Si pierde por completo su clave privada, la recuperación es imposible: es el único dato necesario para descifrar los activos del monedero. Se recomienda usar servicios de monedero custodial como los de Gate o respaldar la clave privada en un cold wallet offline. Advertencia: quien afirme poder recuperar su clave privada perdida probablemente esté intentando estafarle.
El cifrado y descifrado actuales dependen de algoritmos como RSA, cuya seguridad reside en la complejidad matemática. Los ordenadores cuánticos pueden resolver estos problemas mucho más rápido que los convencionales, lo que podría dejar obsoleto el descifrado actual. Para contrarrestar esta amenaza, el sector desarrolla algoritmos post-cuánticos que serán seguros incluso frente a ataques cuánticos y se espera que sean estándar en 5–10 años.
Gate protege sus activos con cifrado de grado militar y tecnología de multi-signature. La información de los activos se cifra en los servidores; solo la clave privada de su cuenta puede descifrarla para acceder.
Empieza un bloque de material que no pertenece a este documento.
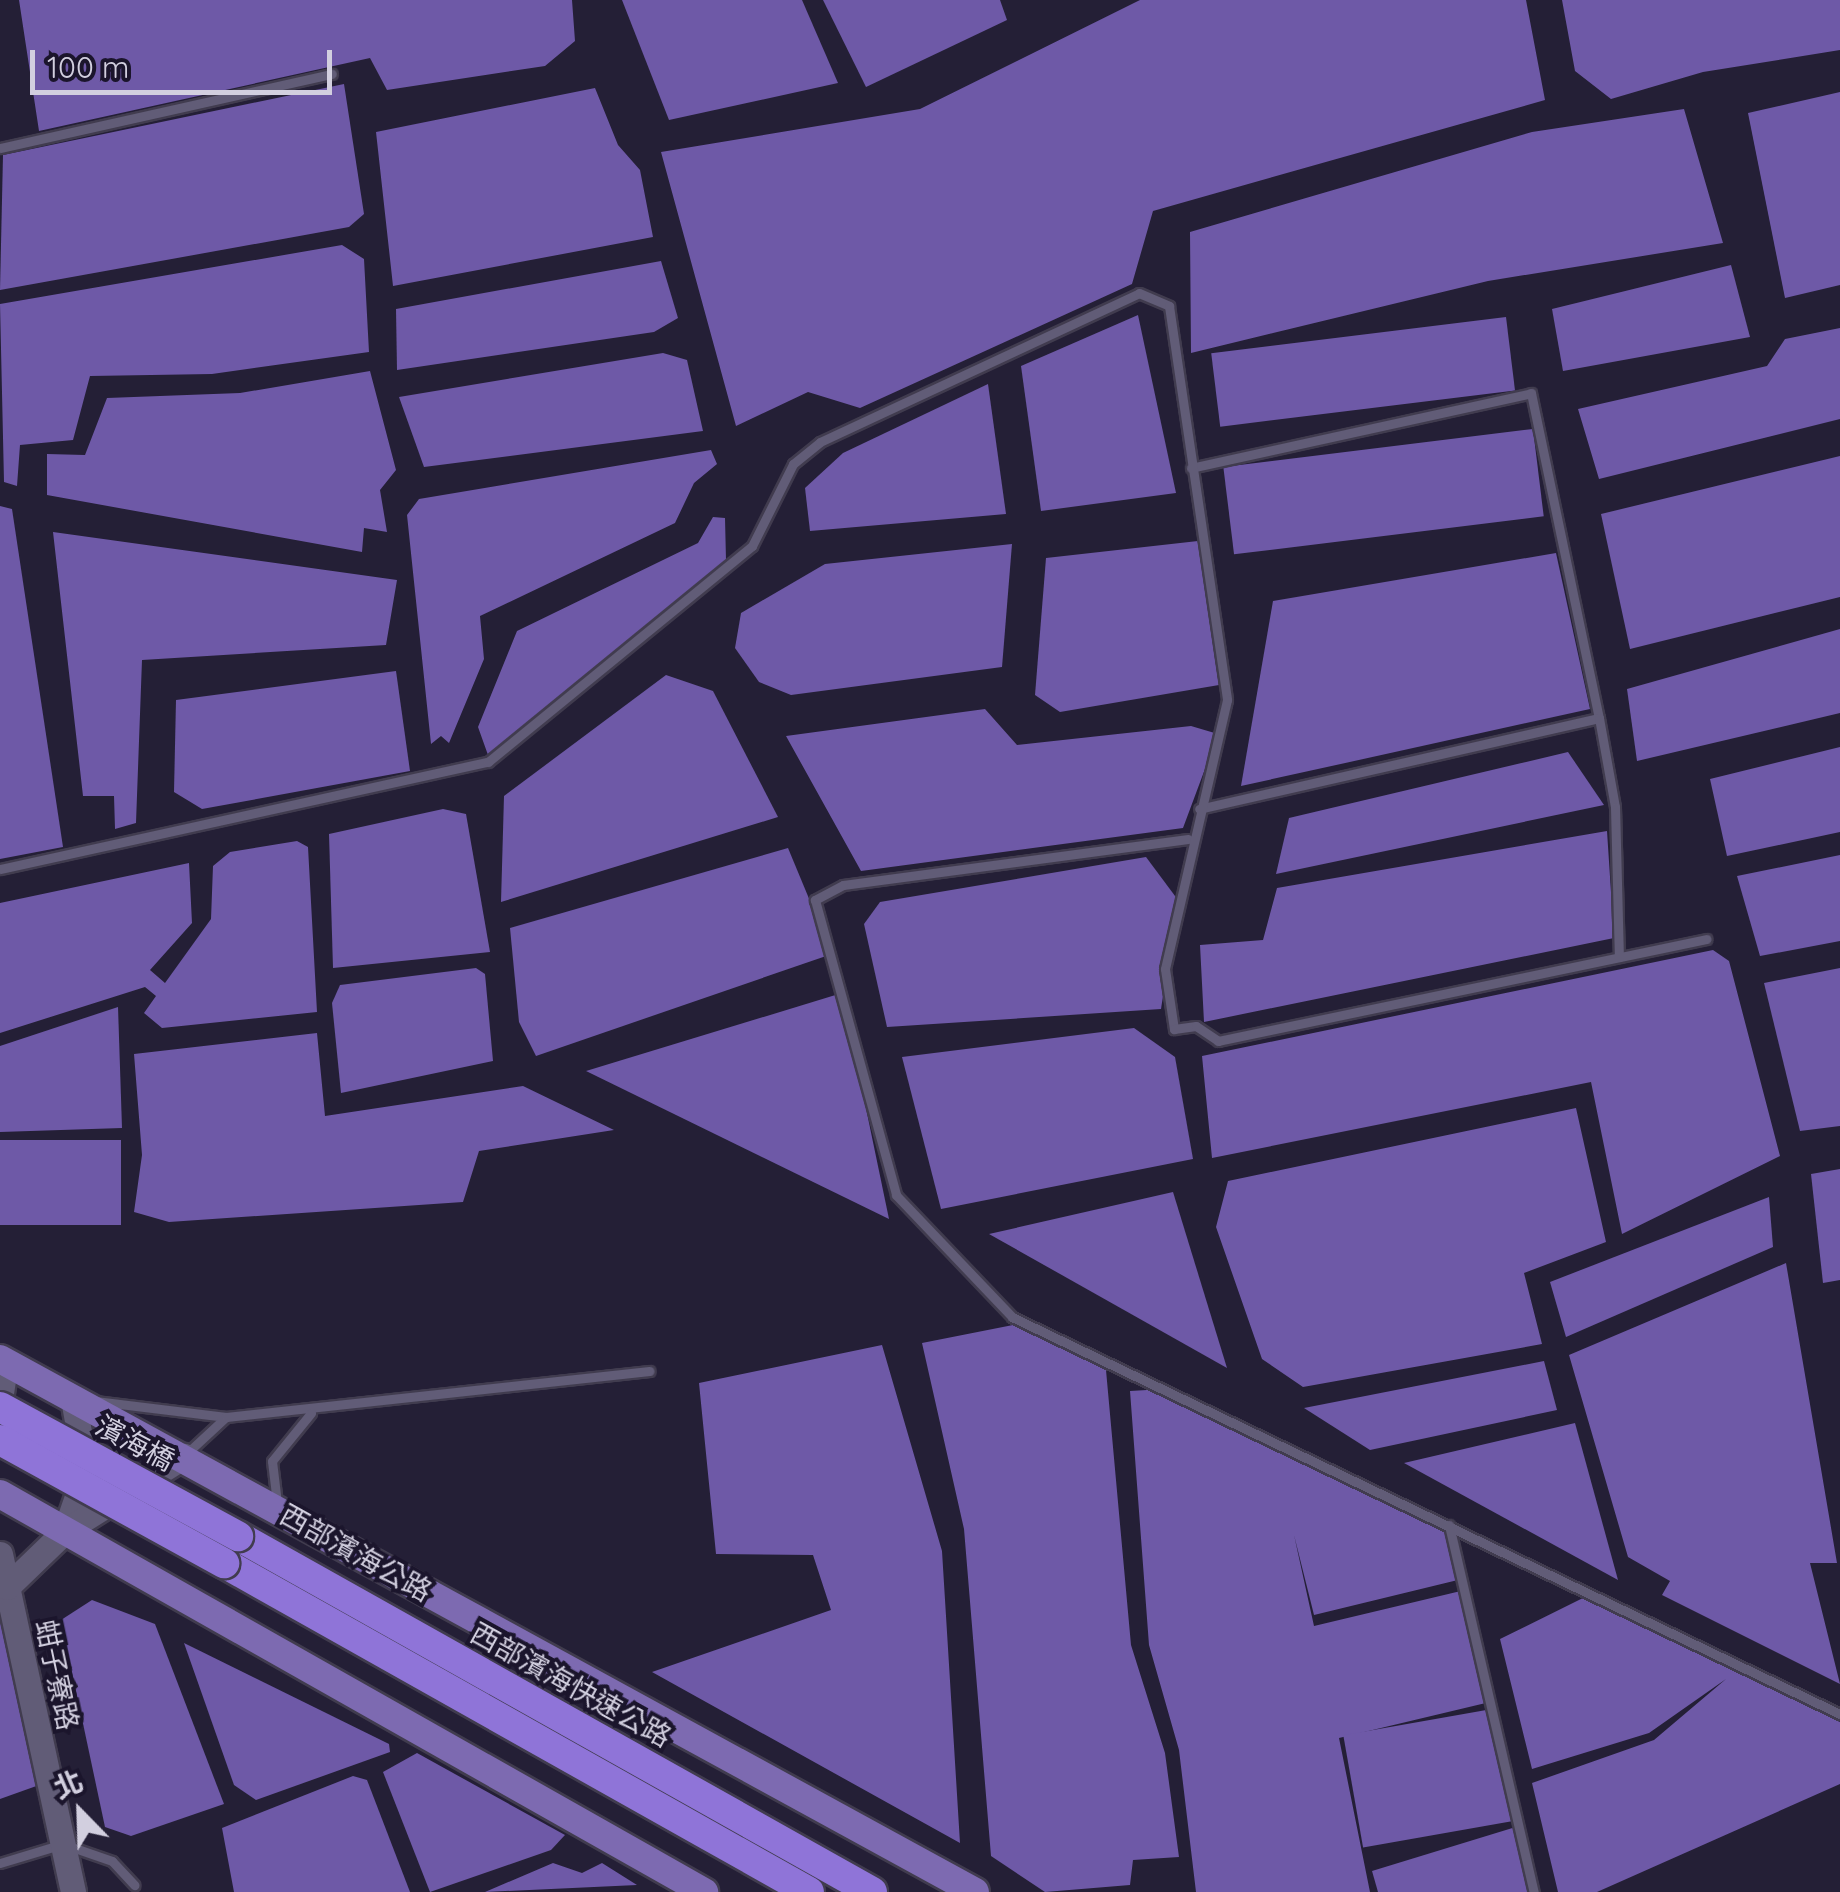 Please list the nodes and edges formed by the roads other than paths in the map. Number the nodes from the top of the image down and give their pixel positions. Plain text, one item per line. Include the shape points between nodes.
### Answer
1 (332, 74) dead end
2 (0, 148) edge
3 (1190, 468) junction
4 (1599, 718) junction
5 (1199, 809) junction
6 (1188, 839) junction
7 (0, 868) edge
8 (1706, 939) dead end
9 (1619, 956) junction
10 (2, 1363) edge
11 (650, 1371) dead end
12 (0, 1399) edge
13 (73, 1399) junction
14 (0, 1407) edge
15 (312, 1412) junction
16 (226, 1417) junction
17 (0, 1440) edge
18 (184, 1456) junction
19 (0, 1494) edge
20 (278, 1511) junction
21 (1449, 1525) junction
22 (66, 1530) junction
23 (238, 1536) joint
24 (0, 1554) edge
25 (7, 1588) junction
26 (1840, 1714) edge
27 (63, 1844) junction
28 (0, 1862) edge
29 (134, 1885) dead end
30 (73, 1892) edge
31 (704, 1892) edge
32 (809, 1892) edge
33 (872, 1892) edge
34 (974, 1892) edge
35 (1534, 1892) edge

1 - 2 lane
3 - 4 lane via 1531,393
3 - 5 lane via 1227,700
3 - 7 lane via 1169,306 1139,292 820,442 793,464 752,546 488,762
4 - 5 lane
4 - 9 lane via 1615,807
5 - 6 lane
6 - 9 lane via 1163,996 1174,1028 1196,1026 1218,1041
6 - 21 lane via 843,886 814,900 896,1195 1012,1317
8 - 9 lane
10 - 12 street
10 - 13 main road, 西部濱海公路
11 - 15 lane
13 - 16 lane
13 - 18 main road, 西部濱海公路
13 - 22 street via 86,1471
14 - 23 highway, 濱海橋, bridge
15 - 16 lane
15 - 20 lane via 272,1462
16 - 18 lane
17 - 32 highway, bridge
18 - 20 main road, 西部濱海公路
18 - 22 street
19 - 22 main road
20 - 34 main road, 西部濱海公路
21 - 26 lane
21 - 35 lane
22 - 25 street
22 - 31 main road
23 - 33 highway, 西部濱海快速公路
24 - 25 street, 蚶子寮路
25 - 27 street, 蚶子寮路
27 - 28 lane
27 - 29 lane via 112,1861
27 - 30 street, 蚶子寮路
Gate además utiliza la segregación de monederos fríos/calientes y auditorías periódicas como parte de sus controles de riesgo, por lo que incluso si los servidores son comprometidos, la extracción directa de activos mediante descifrado es altamente improbable.
Si el descifrado falla, no podrá acceder al contenido cifrado ni a los activos. En blockchain, si no descifra correctamente su clave privada o firma, las transacciones serán rechazadas y los activos no podrán transferirse. Para soluciones de almacenamiento, los archivos ilegibles quedan inutilizables. Por ello, proteger las claves de descifrado es esencial: respáldelas periódicamente y almacénelas de forma segura.